**What is required**
The word "main" occurs in some lines of the data. Return each such line.

**Data excerpts**
%%

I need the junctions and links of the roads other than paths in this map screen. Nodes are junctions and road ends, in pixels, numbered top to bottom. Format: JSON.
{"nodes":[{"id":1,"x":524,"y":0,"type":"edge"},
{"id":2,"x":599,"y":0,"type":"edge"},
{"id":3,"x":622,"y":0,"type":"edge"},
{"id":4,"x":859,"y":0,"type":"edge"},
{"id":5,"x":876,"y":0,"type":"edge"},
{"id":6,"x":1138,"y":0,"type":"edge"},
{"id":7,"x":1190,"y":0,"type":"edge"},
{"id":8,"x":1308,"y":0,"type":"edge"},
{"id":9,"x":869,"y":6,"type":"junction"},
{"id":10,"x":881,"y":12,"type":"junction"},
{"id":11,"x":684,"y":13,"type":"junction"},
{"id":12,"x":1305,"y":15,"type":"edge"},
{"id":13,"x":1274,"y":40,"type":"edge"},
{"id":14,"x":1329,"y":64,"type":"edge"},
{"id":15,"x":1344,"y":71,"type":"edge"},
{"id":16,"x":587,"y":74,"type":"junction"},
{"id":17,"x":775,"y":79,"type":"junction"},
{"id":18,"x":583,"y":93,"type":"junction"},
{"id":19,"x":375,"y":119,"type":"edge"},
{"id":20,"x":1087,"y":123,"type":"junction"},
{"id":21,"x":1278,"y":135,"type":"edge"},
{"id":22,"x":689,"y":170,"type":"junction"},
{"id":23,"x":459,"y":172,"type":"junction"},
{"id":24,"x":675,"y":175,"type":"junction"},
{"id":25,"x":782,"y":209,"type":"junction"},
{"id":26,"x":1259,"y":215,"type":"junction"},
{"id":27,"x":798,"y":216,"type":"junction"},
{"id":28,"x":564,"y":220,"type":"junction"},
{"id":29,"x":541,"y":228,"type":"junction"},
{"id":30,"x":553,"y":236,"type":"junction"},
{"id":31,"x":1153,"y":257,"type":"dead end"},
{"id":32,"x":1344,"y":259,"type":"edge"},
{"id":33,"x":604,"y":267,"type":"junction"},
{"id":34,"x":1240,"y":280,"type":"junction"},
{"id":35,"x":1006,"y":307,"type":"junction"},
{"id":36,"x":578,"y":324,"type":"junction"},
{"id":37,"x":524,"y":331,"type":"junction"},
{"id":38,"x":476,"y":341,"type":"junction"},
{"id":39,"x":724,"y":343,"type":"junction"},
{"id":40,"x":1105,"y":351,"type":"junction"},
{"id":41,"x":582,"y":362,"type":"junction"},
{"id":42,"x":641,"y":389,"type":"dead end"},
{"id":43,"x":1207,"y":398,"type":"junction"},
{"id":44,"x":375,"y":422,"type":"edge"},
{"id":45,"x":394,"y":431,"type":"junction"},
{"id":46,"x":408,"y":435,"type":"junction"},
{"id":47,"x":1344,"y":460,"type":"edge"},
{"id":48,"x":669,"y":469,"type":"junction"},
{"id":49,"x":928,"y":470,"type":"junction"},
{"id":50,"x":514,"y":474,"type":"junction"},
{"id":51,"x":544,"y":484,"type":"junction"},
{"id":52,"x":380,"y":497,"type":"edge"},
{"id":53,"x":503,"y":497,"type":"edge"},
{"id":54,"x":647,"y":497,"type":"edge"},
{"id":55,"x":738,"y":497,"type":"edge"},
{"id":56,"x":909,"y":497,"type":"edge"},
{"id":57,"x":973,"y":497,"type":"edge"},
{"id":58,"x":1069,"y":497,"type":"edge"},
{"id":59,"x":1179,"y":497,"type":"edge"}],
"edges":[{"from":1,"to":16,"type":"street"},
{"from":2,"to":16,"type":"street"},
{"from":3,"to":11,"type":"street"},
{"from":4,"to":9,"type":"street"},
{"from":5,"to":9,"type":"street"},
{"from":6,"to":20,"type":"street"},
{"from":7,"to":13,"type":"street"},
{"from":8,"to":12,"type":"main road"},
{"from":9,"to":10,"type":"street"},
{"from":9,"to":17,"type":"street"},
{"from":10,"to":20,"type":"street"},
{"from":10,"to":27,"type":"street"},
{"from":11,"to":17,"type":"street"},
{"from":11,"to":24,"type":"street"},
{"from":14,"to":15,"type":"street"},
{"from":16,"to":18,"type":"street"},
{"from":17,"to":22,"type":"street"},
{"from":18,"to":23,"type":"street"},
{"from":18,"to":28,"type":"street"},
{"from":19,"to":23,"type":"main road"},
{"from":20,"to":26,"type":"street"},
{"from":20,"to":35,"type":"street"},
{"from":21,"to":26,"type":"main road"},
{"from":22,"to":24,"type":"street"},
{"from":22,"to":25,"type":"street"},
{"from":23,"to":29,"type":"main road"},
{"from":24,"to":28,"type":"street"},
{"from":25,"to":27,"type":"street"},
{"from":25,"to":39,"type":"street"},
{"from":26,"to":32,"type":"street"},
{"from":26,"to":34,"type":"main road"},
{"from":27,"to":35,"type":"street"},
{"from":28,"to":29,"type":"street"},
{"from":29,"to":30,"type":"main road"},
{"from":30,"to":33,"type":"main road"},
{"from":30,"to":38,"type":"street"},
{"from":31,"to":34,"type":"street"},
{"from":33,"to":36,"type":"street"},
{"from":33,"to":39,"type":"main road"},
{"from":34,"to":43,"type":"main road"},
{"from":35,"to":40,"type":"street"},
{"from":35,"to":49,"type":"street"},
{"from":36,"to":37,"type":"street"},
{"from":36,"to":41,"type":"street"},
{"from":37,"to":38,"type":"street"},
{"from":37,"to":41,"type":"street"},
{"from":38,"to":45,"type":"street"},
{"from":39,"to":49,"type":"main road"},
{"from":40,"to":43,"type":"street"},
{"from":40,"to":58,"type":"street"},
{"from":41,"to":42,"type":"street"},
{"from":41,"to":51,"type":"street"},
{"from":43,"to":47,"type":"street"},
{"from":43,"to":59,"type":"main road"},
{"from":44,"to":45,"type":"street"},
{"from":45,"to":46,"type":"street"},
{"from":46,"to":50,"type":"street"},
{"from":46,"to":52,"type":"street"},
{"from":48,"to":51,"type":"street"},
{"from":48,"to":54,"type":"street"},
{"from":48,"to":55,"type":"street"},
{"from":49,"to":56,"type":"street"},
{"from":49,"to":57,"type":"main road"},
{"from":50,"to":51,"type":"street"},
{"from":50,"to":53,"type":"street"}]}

%%

**Task output**
{"from":8,"to":12,"type":"main road"},
{"from":19,"to":23,"type":"main road"},
{"from":21,"to":26,"type":"main road"},
{"from":23,"to":29,"type":"main road"},
{"from":26,"to":34,"type":"main road"},
{"from":29,"to":30,"type":"main road"},
{"from":30,"to":33,"type":"main road"},
{"from":33,"to":39,"type":"main road"},
{"from":34,"to":43,"type":"main road"},
{"from":39,"to":49,"type":"main road"},
{"from":43,"to":59,"type":"main road"},
{"from":49,"to":57,"type":"main road"},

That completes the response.